**Your task:** Determine how many lines of the entries contain "Ebsworth". Reply with that number alone.

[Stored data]
--------------------------------------------------

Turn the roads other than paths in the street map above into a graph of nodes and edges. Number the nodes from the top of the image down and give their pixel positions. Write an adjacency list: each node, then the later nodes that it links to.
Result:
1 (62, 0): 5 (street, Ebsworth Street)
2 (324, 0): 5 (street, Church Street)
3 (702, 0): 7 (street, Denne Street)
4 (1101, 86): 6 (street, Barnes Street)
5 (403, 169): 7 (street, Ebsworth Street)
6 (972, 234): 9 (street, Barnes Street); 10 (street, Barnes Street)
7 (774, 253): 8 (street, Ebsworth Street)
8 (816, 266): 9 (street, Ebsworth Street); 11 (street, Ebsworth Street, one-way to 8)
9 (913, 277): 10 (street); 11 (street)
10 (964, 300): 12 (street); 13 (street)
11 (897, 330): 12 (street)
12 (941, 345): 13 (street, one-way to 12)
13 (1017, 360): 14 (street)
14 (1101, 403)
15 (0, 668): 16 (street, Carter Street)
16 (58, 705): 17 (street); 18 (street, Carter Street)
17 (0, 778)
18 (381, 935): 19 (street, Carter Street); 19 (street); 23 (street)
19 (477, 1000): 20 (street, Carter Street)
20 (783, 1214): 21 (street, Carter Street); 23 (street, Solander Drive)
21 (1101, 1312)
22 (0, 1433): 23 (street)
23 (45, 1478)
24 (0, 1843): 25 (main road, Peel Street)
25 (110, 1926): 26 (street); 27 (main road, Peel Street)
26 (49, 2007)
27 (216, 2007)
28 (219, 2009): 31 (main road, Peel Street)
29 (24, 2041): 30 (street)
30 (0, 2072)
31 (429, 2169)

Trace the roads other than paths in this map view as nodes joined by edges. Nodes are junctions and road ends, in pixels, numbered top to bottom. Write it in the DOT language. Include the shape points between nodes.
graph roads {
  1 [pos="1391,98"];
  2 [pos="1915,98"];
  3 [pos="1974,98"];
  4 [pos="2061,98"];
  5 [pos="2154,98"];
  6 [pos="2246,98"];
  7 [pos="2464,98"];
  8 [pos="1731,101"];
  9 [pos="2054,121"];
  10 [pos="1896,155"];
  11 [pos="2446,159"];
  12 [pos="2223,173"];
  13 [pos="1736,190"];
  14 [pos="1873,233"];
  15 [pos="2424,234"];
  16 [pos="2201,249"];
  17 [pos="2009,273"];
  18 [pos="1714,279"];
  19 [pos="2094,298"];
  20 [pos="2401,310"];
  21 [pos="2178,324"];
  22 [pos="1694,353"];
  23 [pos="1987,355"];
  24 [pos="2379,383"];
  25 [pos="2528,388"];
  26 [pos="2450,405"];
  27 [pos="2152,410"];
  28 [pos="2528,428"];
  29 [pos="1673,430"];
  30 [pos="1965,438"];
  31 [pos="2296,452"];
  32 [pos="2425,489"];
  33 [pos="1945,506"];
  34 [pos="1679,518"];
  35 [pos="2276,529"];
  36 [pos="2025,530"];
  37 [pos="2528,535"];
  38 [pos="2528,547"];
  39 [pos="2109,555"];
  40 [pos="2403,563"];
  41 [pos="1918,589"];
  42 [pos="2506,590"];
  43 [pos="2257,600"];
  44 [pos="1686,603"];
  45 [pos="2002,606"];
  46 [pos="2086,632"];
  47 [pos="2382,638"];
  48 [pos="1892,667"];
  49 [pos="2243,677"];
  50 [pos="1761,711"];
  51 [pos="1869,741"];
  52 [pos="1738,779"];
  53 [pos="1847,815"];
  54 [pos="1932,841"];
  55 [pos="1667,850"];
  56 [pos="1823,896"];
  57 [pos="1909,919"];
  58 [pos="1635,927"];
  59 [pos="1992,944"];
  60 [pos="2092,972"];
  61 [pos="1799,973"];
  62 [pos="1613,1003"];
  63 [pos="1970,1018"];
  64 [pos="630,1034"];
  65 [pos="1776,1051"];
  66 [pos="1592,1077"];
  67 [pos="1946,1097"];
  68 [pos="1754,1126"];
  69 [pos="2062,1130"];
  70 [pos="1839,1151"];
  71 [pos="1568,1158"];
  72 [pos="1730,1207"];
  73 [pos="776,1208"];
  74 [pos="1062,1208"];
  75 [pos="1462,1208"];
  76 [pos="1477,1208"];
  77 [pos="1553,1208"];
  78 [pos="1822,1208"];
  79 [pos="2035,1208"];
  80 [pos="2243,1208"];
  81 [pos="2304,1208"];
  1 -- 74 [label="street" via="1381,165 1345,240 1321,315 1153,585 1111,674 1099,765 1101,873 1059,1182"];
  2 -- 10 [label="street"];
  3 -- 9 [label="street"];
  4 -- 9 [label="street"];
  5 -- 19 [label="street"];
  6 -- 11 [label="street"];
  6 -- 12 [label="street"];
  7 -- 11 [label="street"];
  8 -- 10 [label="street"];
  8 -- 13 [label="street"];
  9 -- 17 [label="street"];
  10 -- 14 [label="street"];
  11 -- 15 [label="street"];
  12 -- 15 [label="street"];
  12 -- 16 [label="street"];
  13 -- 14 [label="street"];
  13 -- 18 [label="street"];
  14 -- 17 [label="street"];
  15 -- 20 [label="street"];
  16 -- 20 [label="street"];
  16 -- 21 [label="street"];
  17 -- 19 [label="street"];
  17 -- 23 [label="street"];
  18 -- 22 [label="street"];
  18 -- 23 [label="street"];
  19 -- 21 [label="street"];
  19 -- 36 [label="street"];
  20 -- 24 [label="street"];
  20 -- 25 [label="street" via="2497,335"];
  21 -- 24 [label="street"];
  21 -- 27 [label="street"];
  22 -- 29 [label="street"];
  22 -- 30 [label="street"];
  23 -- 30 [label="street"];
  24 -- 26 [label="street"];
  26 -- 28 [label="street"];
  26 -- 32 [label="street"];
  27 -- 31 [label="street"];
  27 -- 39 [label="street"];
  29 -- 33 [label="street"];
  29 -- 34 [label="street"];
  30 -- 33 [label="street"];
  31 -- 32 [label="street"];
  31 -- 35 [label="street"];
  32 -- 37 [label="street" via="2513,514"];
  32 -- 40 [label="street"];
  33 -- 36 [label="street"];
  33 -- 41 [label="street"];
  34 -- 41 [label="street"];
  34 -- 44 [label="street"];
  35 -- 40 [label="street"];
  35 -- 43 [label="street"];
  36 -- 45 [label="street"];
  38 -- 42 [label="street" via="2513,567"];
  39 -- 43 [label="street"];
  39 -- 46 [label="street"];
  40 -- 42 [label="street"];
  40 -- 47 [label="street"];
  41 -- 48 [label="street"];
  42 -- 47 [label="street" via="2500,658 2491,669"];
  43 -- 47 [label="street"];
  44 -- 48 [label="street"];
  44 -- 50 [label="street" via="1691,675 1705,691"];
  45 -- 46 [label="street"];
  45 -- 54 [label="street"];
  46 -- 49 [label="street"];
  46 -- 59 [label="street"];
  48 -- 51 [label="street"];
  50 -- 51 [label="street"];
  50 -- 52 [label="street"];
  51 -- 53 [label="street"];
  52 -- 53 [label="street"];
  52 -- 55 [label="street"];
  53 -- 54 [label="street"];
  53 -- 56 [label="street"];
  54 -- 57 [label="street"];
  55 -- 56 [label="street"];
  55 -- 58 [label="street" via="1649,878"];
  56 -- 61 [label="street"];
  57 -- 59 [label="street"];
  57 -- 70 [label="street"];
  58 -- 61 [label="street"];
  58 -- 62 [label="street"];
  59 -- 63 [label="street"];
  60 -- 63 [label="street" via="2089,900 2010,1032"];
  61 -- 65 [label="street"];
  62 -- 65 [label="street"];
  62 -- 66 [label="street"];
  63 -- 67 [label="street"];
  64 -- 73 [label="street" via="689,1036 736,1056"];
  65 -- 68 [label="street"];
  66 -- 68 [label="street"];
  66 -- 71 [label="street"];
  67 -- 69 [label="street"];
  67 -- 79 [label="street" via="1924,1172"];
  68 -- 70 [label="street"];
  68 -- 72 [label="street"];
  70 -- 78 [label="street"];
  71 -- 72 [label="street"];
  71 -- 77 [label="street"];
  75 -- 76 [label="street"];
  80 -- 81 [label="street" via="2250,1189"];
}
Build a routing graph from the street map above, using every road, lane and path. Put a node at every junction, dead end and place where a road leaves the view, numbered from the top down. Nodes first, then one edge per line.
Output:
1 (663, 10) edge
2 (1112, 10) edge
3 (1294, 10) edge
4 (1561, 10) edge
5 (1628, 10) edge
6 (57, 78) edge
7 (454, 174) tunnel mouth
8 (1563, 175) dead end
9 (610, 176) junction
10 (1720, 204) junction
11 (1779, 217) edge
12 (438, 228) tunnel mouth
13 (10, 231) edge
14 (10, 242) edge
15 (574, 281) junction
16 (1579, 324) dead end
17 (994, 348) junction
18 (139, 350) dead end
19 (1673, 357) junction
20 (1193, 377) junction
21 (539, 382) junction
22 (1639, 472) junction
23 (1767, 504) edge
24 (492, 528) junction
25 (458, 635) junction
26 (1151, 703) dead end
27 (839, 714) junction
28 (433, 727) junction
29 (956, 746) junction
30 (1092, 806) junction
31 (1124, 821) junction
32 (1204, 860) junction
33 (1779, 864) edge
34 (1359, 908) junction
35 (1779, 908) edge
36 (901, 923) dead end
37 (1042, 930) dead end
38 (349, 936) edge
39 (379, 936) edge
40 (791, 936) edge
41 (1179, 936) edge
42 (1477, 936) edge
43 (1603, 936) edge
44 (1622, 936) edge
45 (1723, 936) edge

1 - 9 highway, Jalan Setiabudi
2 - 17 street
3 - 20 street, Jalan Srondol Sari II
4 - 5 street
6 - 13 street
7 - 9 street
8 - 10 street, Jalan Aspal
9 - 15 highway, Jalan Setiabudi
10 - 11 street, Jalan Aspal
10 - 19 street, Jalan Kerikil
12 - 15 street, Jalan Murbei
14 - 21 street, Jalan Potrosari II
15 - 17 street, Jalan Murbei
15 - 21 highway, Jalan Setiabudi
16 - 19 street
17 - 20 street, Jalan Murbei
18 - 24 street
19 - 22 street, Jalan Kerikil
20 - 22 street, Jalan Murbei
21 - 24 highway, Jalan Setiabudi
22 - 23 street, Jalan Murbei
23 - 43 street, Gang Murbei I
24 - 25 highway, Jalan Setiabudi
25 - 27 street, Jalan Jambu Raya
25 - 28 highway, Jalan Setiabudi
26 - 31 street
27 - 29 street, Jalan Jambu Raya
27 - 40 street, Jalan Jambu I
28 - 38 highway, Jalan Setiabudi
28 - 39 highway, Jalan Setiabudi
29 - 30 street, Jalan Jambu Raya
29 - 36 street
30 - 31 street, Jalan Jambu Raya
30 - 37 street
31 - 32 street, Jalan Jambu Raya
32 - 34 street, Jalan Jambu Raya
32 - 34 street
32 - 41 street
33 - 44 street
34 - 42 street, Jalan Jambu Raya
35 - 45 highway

--------------------------------------------------

**Written answer:** 4